0

I have a web application that recently had its spec changed to allow for slashes in names of some of its documents. Resultantly, I have had to change my .htaccess file to also match slashes. However, the issue is that I only want to match slashes that are encoded i.e. catch %2F but not /.

Consider the following URL:

http://www.example.com/document/edit/STAT%2F12/

My .htaccess looks like:

RewriteRule ^document\/([a-z0-9-]+)?\/?([a-z0-9-\W\s]+)?\/?$ documents.php?request=$1&id=$2& [NC,QSA,L]

The above request catches the $id as 'STAT/12/' instead of 'STAT/12'. In other words, it matches the trailing slash even though it isn't encoded.

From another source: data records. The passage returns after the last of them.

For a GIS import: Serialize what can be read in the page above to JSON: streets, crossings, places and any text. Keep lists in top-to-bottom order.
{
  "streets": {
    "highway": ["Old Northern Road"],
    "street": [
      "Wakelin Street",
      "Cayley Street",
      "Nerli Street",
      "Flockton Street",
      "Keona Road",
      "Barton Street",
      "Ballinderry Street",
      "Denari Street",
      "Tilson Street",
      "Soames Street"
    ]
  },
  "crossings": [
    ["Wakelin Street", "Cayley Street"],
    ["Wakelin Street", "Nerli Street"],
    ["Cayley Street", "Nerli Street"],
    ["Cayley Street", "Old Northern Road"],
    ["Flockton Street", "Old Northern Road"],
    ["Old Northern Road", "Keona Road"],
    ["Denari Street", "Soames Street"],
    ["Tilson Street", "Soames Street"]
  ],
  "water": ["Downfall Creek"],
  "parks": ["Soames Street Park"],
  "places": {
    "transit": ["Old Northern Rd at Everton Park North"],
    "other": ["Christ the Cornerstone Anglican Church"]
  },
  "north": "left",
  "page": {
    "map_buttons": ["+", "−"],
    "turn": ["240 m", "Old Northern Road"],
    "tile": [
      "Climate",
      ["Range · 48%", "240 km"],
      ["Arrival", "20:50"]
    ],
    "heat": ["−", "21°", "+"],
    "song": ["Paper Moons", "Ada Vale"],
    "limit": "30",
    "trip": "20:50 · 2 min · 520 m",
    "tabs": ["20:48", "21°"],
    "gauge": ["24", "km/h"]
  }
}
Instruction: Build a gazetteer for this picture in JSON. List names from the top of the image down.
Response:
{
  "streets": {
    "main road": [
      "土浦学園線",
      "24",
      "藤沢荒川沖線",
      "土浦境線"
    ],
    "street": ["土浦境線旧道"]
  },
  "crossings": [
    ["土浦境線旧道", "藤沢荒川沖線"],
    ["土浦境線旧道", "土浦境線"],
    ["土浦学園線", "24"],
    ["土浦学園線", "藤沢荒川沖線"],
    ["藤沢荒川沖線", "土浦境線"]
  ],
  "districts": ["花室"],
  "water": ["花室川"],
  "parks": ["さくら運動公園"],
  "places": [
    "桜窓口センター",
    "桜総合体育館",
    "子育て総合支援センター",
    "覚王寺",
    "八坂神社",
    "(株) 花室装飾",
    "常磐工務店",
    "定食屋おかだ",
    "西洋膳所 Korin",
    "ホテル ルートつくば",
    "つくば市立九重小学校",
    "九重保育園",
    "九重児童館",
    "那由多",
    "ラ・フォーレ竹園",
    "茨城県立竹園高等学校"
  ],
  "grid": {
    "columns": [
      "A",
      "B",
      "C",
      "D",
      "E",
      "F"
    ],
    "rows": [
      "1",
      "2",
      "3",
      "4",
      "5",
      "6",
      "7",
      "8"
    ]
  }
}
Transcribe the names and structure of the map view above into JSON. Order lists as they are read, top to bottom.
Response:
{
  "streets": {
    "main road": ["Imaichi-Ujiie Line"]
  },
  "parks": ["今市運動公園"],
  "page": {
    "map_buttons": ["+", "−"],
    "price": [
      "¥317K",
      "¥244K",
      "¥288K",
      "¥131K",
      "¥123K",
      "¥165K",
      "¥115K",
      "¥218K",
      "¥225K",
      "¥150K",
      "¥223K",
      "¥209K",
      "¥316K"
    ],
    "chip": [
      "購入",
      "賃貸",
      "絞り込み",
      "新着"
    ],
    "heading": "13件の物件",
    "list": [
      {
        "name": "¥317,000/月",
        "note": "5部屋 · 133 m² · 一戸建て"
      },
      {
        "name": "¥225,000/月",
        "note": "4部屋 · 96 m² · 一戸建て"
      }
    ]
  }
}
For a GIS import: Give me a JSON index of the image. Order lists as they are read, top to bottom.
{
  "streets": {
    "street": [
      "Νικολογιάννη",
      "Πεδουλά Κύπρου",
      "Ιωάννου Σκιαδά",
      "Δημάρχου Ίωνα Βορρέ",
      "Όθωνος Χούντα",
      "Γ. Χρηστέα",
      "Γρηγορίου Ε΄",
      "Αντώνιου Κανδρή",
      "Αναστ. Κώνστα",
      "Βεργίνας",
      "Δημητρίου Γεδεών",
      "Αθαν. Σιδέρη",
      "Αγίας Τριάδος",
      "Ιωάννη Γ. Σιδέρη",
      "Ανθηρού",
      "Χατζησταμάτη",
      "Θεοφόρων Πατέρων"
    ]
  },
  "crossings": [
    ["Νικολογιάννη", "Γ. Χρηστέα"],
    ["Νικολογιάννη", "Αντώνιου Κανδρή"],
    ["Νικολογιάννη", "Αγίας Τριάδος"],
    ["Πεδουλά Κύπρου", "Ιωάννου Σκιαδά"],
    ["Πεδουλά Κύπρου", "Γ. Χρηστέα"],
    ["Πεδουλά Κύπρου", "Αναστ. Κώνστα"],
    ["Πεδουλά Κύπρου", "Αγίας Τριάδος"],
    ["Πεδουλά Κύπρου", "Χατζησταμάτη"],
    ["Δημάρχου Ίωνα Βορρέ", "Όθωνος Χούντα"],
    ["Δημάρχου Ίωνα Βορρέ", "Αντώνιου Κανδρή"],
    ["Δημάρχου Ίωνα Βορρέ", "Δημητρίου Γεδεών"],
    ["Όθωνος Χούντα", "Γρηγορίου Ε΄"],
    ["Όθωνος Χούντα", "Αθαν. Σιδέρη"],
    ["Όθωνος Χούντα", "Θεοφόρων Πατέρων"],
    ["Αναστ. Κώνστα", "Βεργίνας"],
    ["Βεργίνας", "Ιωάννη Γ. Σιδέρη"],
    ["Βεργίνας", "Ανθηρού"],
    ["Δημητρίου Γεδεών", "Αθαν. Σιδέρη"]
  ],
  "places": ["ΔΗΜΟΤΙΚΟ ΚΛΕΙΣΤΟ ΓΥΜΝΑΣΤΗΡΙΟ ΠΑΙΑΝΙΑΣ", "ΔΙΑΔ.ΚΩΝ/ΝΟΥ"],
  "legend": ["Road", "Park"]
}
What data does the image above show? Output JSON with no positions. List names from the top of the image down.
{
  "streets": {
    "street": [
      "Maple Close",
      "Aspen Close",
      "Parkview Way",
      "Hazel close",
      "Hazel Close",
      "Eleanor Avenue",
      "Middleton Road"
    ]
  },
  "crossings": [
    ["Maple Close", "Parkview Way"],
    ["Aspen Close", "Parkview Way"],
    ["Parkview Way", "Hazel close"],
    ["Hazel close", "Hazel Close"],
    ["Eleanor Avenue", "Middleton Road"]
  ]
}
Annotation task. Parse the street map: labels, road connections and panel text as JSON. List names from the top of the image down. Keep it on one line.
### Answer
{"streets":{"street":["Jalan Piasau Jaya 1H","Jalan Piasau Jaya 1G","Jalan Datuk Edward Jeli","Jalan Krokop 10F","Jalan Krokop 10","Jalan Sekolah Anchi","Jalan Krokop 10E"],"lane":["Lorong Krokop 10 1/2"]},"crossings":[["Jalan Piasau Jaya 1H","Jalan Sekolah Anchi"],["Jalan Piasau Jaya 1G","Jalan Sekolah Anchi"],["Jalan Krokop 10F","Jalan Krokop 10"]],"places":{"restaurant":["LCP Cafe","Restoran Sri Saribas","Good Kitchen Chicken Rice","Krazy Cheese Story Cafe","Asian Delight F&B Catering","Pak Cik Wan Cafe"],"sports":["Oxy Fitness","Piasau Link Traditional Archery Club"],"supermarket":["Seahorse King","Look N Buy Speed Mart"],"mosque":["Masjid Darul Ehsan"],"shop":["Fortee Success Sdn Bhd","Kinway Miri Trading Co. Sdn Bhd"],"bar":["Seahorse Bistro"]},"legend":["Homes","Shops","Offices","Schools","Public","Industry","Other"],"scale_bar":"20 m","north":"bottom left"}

Please note, I have switched on AllowEncodedSlashes On.

Ben Carey
  • 16,540
  • 19
  • 87
  • 169
  • 1
    Are you sure this is even possible? I remember reading once that proxies etc. may decode urlencoded slashes in a request, so there are zero guarantees that slashes encoded in the initial client reach your application as encoded slashes. – ThiefMaster Nov 06 '15 at 00:53
  • @ThiefMaster That would be a very poor proxy, wouldn't it? How would the receiving server be able to tell stuff in the query string from path info? That's the whole point of the encoding. – miken32 Nov 06 '15 at 00:54
  • 1
    http://stackoverflow.com/questions/1957115/is-a-slash-equivalent-to-an-encoded-slash-2f-in-the-path-portion-of-a - apparently encoding only changes the meaning of otherwise special chars (like `?` starting the query string). But `/` is not a special char.. – ThiefMaster Nov 06 '15 at 00:55
  • @ThiefMaster Basically, what you are both saying is in order to have slashes in the sodding document names, I have to stop using 'pretty' URL's? – Ben Carey Nov 06 '15 at 00:55
  • No, I think Apache sees the encoded slash. It's not until it passes it down to PHP in your case that the encoding is lost. – miken32 Nov 06 '15 at 00:58
  • Usually you put something with slashes either at the end of the pretty url or have a known number of extra path segments after the variable part. In both of those cases you can easily figure out what's the path and what's another url segment. Usually you'd forward the full request uri to your application instead of adding rewrite rules for all your pretty URLs and do parsing and routing in your code. – ThiefMaster Nov 06 '15 at 01:08

1 Answers1

1

That's because the section of your regexp [a-z0-9-\W\s] is catching the slash. If Apache supports it, use a non-greedy capture, or use a different character class.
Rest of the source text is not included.